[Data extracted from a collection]
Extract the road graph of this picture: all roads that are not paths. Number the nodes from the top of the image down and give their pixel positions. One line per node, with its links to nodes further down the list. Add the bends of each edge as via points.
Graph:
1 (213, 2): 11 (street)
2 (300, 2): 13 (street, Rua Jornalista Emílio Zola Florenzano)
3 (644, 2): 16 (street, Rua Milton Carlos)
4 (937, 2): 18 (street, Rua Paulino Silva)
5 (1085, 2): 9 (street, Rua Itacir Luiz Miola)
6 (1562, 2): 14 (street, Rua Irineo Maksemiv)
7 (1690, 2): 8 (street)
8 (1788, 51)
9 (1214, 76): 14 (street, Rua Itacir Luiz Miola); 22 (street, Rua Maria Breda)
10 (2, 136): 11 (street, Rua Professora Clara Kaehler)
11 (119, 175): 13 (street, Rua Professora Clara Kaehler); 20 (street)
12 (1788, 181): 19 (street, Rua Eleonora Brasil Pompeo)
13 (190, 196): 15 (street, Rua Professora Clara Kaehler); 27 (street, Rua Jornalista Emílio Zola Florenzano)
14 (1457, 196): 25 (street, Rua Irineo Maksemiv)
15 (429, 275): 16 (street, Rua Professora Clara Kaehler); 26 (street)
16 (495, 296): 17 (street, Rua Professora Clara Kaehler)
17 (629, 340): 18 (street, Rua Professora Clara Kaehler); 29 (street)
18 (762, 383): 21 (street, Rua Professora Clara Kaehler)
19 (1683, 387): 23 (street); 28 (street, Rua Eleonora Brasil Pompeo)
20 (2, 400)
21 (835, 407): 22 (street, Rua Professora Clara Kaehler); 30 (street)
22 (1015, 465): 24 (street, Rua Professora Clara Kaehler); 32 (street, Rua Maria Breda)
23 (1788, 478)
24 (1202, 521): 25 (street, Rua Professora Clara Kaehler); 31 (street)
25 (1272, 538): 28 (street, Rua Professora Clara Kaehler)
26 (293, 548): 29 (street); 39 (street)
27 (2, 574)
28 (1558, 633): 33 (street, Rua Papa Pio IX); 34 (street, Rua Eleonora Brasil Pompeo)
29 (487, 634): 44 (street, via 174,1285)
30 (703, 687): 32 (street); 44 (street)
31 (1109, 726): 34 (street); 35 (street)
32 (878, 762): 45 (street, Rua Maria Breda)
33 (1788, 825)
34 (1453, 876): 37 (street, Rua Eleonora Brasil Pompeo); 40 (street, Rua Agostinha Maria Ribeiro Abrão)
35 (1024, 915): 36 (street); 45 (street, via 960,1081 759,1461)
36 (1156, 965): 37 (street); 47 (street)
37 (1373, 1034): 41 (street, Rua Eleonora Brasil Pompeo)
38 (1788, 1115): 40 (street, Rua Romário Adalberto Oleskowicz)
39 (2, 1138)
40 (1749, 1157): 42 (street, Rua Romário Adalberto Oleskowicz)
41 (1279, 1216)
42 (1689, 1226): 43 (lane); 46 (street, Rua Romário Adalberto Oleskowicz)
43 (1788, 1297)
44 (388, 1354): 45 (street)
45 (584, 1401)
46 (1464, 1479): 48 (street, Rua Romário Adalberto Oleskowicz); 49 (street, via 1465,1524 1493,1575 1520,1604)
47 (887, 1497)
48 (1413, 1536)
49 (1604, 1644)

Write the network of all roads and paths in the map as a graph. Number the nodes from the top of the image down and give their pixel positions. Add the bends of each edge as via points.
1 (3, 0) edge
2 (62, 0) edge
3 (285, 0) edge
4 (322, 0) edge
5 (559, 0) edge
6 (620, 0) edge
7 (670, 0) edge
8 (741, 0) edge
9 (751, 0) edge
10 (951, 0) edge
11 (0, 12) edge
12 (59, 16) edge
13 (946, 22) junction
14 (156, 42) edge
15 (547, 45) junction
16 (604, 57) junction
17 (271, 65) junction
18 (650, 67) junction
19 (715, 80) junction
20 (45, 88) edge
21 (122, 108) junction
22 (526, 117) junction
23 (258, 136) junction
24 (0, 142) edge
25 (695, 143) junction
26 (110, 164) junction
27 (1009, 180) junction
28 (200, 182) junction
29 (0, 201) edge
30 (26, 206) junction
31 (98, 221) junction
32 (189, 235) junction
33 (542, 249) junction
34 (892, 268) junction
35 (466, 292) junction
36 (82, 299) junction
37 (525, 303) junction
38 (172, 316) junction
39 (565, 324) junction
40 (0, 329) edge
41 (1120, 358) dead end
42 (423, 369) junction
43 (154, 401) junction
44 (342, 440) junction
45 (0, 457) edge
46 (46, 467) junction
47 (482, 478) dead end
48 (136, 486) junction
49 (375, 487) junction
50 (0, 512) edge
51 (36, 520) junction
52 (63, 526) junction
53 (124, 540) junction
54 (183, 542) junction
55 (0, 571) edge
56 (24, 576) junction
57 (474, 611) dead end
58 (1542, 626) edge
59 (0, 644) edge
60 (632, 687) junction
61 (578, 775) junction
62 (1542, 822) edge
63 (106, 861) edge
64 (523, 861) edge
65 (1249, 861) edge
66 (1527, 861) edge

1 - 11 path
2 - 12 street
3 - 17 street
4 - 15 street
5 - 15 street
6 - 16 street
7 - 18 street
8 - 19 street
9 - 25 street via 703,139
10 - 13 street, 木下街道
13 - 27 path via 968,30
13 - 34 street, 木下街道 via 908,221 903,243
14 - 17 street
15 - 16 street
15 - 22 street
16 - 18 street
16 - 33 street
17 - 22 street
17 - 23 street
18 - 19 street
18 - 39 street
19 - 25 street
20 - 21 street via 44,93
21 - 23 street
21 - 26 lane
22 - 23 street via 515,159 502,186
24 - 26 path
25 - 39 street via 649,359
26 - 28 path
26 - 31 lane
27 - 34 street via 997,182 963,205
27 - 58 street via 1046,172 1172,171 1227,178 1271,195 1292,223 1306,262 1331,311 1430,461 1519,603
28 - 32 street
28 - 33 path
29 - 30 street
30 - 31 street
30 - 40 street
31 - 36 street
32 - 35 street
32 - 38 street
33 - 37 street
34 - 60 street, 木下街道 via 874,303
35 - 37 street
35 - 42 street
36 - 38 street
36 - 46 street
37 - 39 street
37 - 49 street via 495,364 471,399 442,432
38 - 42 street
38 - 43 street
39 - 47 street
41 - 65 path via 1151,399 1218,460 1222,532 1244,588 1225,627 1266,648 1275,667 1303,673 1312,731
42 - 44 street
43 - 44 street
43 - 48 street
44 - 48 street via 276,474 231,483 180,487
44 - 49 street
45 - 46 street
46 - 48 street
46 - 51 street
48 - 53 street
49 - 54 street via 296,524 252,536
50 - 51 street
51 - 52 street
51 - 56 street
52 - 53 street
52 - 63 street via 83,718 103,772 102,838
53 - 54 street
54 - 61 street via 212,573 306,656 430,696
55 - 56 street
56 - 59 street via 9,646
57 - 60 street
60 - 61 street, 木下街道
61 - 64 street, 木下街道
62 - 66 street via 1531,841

» **Requirement**:
Go through the records, tally the lines holding the word "Miola", and give only the tally.

» **Solved exercise**:
2